Anche Mps e Banco nel mirino di Moody’s

La campagna acquisti del 2007 mette a rischio la redditività delle grandi banche italiane. È questo il commento di Moody’s nella sua nota settimanale alla trimestrale shock di Unicredit. L’agenzia di rating, infatti, ha evidenziato come la perdita monstre di 10,6 miliardi nel periodo luglio-settembre sia stata determinata da 8,6 miliardi di svalutazioni di avviamenti di acquisizioni e come il risultato operativo (1,8 miliardi) sia stato equivalente all’aumento delle perdite su crediti.
Di qui la decisione di Moody’s di mettere il giudizio «A2» sotto osservazione per un possibile downgrade. Come ha scritto il Giornale giovedì scorso, il capitolo avviamenti non riguarda solo Unicredit che ha «scontato» l’impatto di Capitalia e dello shopping in Kazakhstan e in Ucraina.
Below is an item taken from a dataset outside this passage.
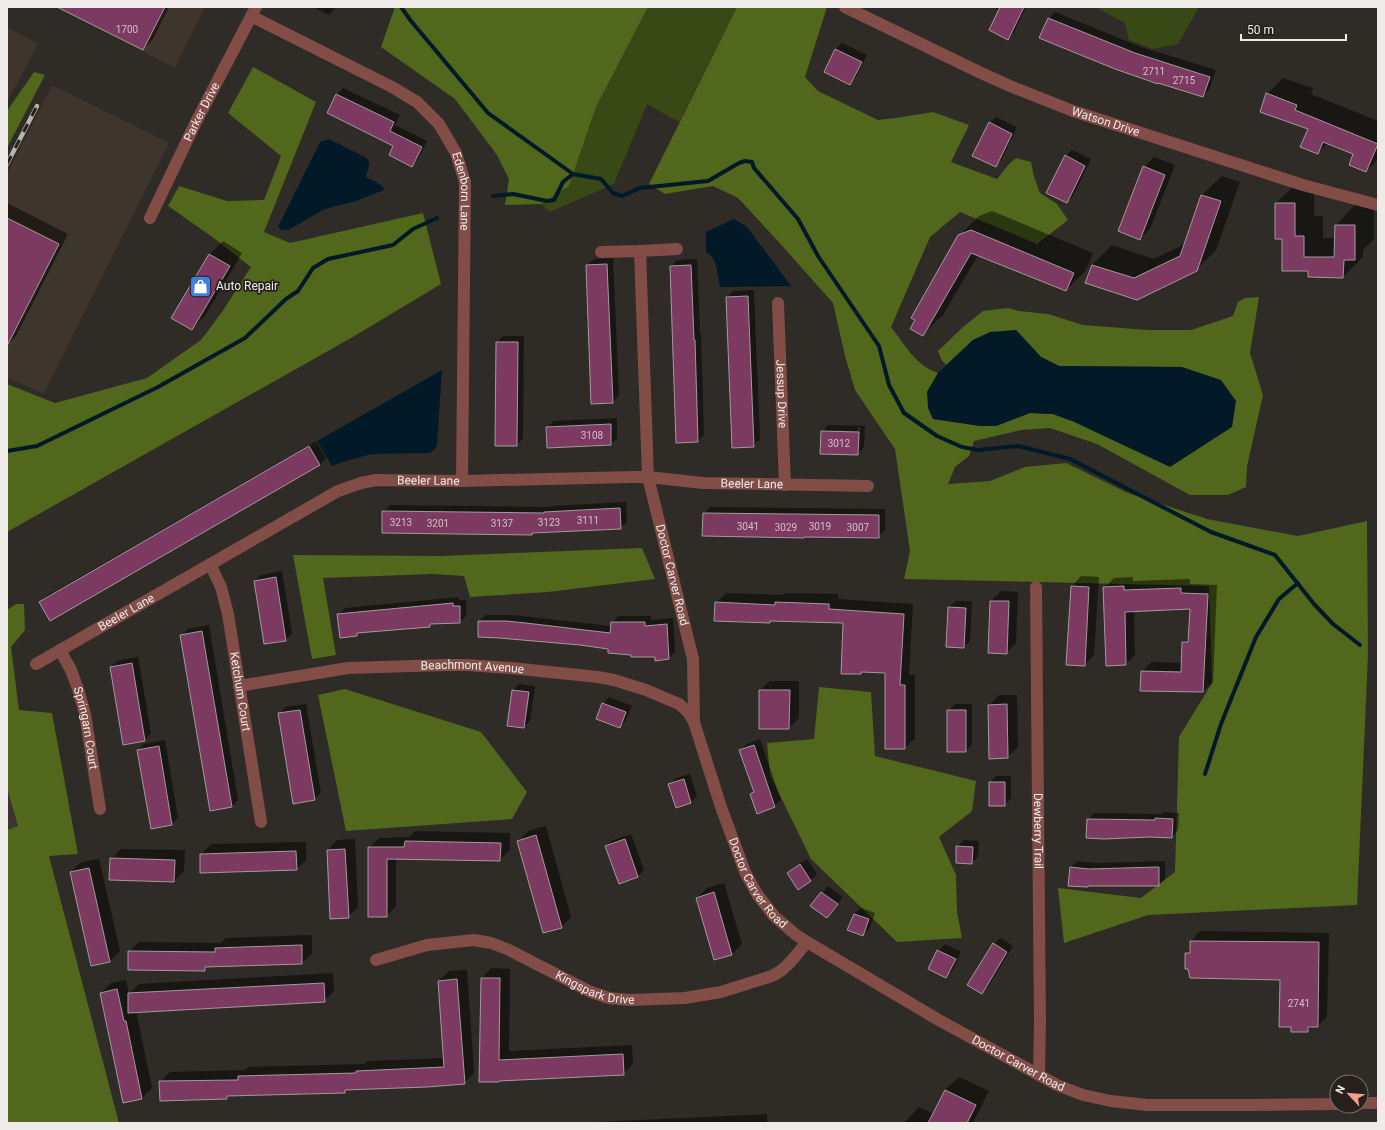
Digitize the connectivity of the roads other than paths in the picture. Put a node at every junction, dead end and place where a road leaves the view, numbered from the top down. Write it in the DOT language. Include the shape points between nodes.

Le acquisizioni pre-crisi potrebbero mettere a rischio anche i rating della Mps («Baa1») guidata da Giuseppe Mussari e del Banco Popolare («Baa2») di Pier Francesco Saviotti.
Il goodwill di Antonveneta pesa oltre 6 miliardi su Rocca Salimbeni, mentre l’incorporazione di Bpi ha lasciato nel bilancio un avviamento di 4,3 miliardi. «Con uno scenario macro difficile e con un quadro regolamentare sempre più severo - sottolinea Moody’s - per questi istituti potrebbe essere difficile riuscire a ottenere sinergie significative da queste acquisizioni», soprattutto se le banche acquisite si rivelano «deboli». Si prevedono perciò «ulteriori pressioni sulla profittabilità».
L’agenzia di rating non critica la scelta dell’ad di Unicredit, Federico Ghizzoni. In un certo senso, si mette in evidenza l’onestà nei confronti del mercati: alcune acquisizioni non sono in grado di rendere secondo le attese. Tale scelta, tuttavia, si innesta in un quadro congiunturale reso incerto da tre fattori: l’aumentato costo del funding e le incertezze degli investitori sui Btp nei portafogli bancari italiani, l’impatto recessivo delle manovre anticrisi sulla crescita e sulla qualità degli attivi e, infine, le strette regolatorie di Fsb ed Eba.